* [INSTRUCTIONS FOR THE TASK]: Reprint the entries without altering anything.

::: MATERIAL PROVIDED :::

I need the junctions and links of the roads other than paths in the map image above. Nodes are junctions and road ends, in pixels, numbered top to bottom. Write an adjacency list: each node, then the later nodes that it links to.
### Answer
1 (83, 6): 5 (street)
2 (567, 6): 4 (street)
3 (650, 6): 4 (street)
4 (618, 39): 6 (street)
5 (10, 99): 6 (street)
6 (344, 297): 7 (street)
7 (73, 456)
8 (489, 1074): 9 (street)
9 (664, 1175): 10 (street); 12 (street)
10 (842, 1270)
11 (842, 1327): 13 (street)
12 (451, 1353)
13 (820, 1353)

:::

* [FINISHED EXERCISE]:
I need the junctions and links of the roads other than paths in the map image above. Nodes are junctions and road ends, in pixels, numbered top to bottom. Write an adjacency list: each node, then the later nodes that it links to.
### Answer
1 (83, 6): 5 (street)
2 (567, 6): 4 (street)
3 (650, 6): 4 (street)
4 (618, 39): 6 (street)
5 (10, 99): 6 (street)
6 (344, 297): 7 (street)
7 (73, 456)
8 (489, 1074): 9 (street)
9 (664, 1175): 10 (street); 12 (street)
10 (842, 1270)
11 (842, 1327): 13 (street)
12 (451, 1353)
13 (820, 1353)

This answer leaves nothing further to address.